False identification also creates more paperwork for federal agencies such as the Social Security Administration and the Internal Revenue Service when more than one person uses the same Social Security number. The federal agencies try to track down the real owner of the number. A citizen may find that someone has used his or her Social Security number in a fake ID to get a job.

The Atlanta fake ID task force has opened more than 100 investigations; brought five federal cases; and federally indicted about 40 people.

Those efforts dovetail with Gov. Sonny Perdue's Georgia Secure ID initiative, in which the state has devoted money for investigators at driver's license offices and the Georgia Bureau of Investigation to rout out fake identification.

"The state of Georgia is one of the better we've seen in attacking this," said Brock Nicholson, Deputy Special Agent in Charge of the Atlanta office of Immigration and Customs Enforcement. "The governor wants to get this under control."

Wednesday in federal court for the northern district of Georgia, five Mexican men who manufactured and sold fake Social Security cards, green cards, work permits and driver's licenses received federal sentences ranging from two and a half years to six years.

They worked out of the Twelve Oaks apartment complex in Marietta and sold documents for about $100 each to customers outside a coin laundry in Smyrna.

As Georgia has devoted more resources to combating fake IDs, the counterfeiters move their operations around, making it harder to catch.

One investigator also has noticed a decreased willingness by counterfeiters to manufacture a fake Georgia driver's license, although they'll make ones from other states. They tell customers police are more likely to spot a fake Georgia driver's license.

The fake ID rings range from one-man shows to labs that have an owner and several "lieutenants" who mark out shopping centers and other places for sales.

Several runners work for each lieutenant, selling the documents on the street, said Wilson Cabrera, a criminal investigator with the Governor's office of Consumer Affairs. The lieutenants have to pay a weekly fee to sell documents.

"It's the same thing like the drug dealers. They operate the same way.
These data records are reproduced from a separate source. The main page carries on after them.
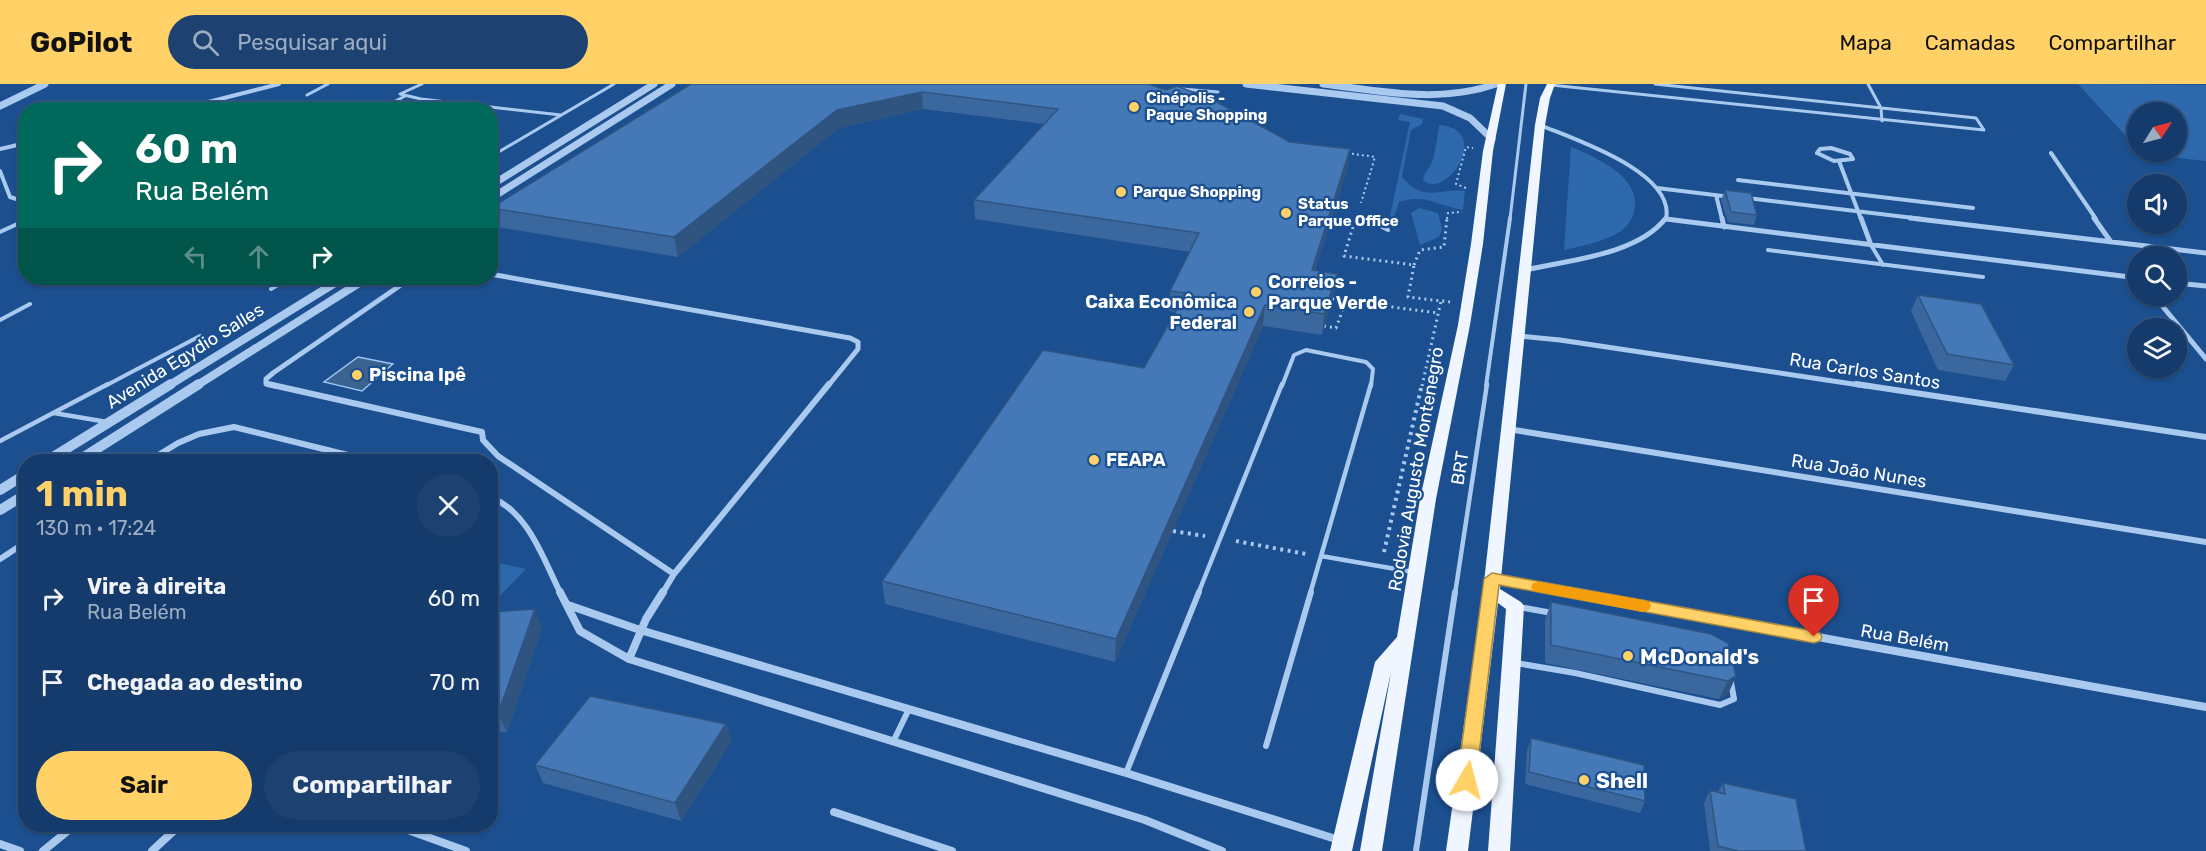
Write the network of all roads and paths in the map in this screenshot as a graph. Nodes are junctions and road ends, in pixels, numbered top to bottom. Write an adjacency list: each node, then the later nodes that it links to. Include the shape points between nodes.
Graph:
1 (45, 84): 24 (street)
2 (279, 84): 21 (street)
3 (328, 84): 18 (lane)
4 (422, 84): 20 (lane, via 400,94)
5 (614, 84): 28 (lane)
6 (654, 84): 39 (street)
7 (672, 84): 41 (street)
8 (1246, 84): 26 (street)
9 (1323, 84): 19 (street)
10 (1496, 84): 19 (street)
11 (1502, 84): 31 (main road, Rodovia Augusto Montenegro)
12 (1551, 84): 29 (lane); 30 (main road)
13 (1655, 84): 27 (lane)
14 (1868, 84): 27 (lane)
15 (1524, 85): 134 (lane, BRT, via 1501,290)
16 (1176, 89): 17 (lane)
17 (1218, 92)
18 (307, 95)
19 (1450, 95): 26 (street, via 1456,102)
20 (405, 96): 22 (lane); 23 (lane)
21 (208, 102)
22 (394, 102)
23 (454, 102)
24 (0, 106)
25 (498, 107): 28 (lane)
26 (1450, 108): 31 (street, via 1470,118)
27 (1881, 108): 29 (lane); 29 (lane, via 1976,118 1984,130)
28 (561, 115): 34 (lane)
29 (1882, 121)
30 (1540, 125): 40 (street, via 1617,159); 60 (main road)
31 (1492, 139): 105 (main road, Rodovia Augusto Montenegro, via 1478,244)
32 (18, 146): 33 (street)
33 (0, 149)
34 (498, 152)
35 (2051, 153): 54 (street)
36 (1839, 161): 36 (street, via 1853,156 1838,149 1817,151 1820,156); 42 (street)
37 (0, 171): 44 (street, via 10,196)
38 (1738, 180): 42 (street)
39 (498, 181)
40 (1657, 188): 43 (street); 49 (street, via 1668,207)
41 (498, 194)
42 (1851, 194): 45 (street); 46 (street)
43 (1716, 195): 46 (street); 51 (street)
44 (18, 199)
45 (1974, 208)
46 (1859, 212): 54 (street); 55 (street)
47 (1448, 213): 58 (path, via 1444,246 1420,250)
48 (1360, 215): 52 (lane)
49 (1666, 219): 51 (street); 60 (street, via 1643,239 1615,250)
50 (18, 224): 53 (lane)
51 (1724, 227): 55 (street)
52 (1388, 230)
53 (0, 232)
54 (2111, 242): 57 (street)
55 (1871, 245): 59 (lane); 63 (street)
56 (1768, 250): 59 (lane)
57 (2206, 253)
58 (1414, 265)
59 (1883, 265): 62 (lane)
60 (1524, 270): 80 (main road)
61 (498, 275): 106 (street, via 858,342 858,349)
62 (1983, 277)
63 (2127, 277)
64 (2187, 284): 69 (street)
65 (278, 285): 70 (lane)
66 (332, 285): 83 (street, Avenida Egydio Salles)
67 (356, 285): 88 (street, Avenida Egydio Salles)
68 (401, 285): 91 (street, via 273,373 266,384 482,432 483,441)
69 (2206, 286)
70 (271, 289)
71 (1332, 299): 72 (path)
72 (1346, 301): 76 (path); 78 (path, via 1336,328)
73 (1442, 301): 76 (path)
74 (30, 304): 77 (lane)
75 (2162, 306): 81 (street)
76 (1438, 313): 104 (path)
77 (0, 320)
78 (1324, 326)
79 (200, 336): 82 (lane)
80 (1519, 336): 84 (main road); 85 (street, Rua Carlos Santos)
81 (2206, 359)
82 (54, 413): 83 (lane); 86 (lane)
83 (110, 422): 87 (street, Avenida Egydio Salles)
84 (1507, 429): 100 (street, Rua João Nunes); 107 (main road)
85 (2206, 437)
86 (0, 441)
87 (58, 454)
88 (89, 454)
89 (159, 454): 90 (street, via 185,437 213,427 234,427)
90 (331, 454)
91 (496, 454)
92 (498, 456): 106 (street)
93 (18, 479): 94 (street)
94 (0, 490)
95 (18, 499): 97 (street)
96 (498, 500): 108 (street, via 523,520)
97 (0, 510)
98 (1173, 531): 99 (path)
99 (1219, 539): 102 (path); 102 (lane, via 1294,355 1306,350 1326,353 1366,362 1373,369 1373,378); 120 (lane)
100 (2206, 542)
101 (18, 547): 103 (street)
102 (1321, 556): 104 (lane); 119 (lane)
103 (0, 559)
104 (1381, 566): 105 (lane)
105 (1417, 573): 112 (main road, Rodovia Augusto Montenegro)
106 (674, 574): 111 (street)
107 (1492, 585): 109 (main road); 116 (street, Rua Belém); 135 (main road)
108 (567, 605): 111 (street); 113 (street, via 580,631)
109 (1515, 606): 110 (lane); 114 (main road)
110 (1561, 615)
111 (640, 630): 113 (street); 117 (street)
112 (1407, 636): 126 (main road, via 1384,662); 133 (main road, Rodovia Augusto Montenegro)
113 (629, 658): 118 (street)
114 (1511, 662): 115 (lane, via 1720,705 1734,699); 136 (main road)
115 (1730, 678)
116 (2206, 707)
117 (909, 709): 118 (lane); 120 (street)
118 (893, 742): 132 (street, via 1145,820)
119 (1266, 746)
120 (1126, 773): 126 (street)
121 (834, 812): 131 (street)
122 (66, 832): 128 (street)
123 (172, 832): 129 (street)
124 (413, 832): 130 (street)
125 (0, 844): 127 (street)
126 (1342, 846)
127 (20, 851)
128 (43, 851)
129 (152, 851)
130 (466, 851)
131 (952, 851)
132 (1222, 851)
133 (1371, 851)
134 (1416, 851)
135 (1457, 851)
136 (1498, 851)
You have your neighborhood and you supply for that and no one else can come into that," Cabrera said.

The quality of fake documents ranges from cards with a photo that's obviously been cut and pasted, to green cards and Georgia driver's licenses on sturdy plastic with good photos, seals and even holograms, investigators said.

Of course the best documents are real ones, where an illegal immigrant can simply assume someone's identity, ICE agents said. Profit for counterfeiters varies.

In one document lab, ICE investigators found $30,000 in a shoe box.

The owner of a lab may also own a legitimate printing business, investigators said. Fake documents can be a nice side income.

"Depending on how aggressive you are and how hard you want to work, the sky's the limit," Nicholson said.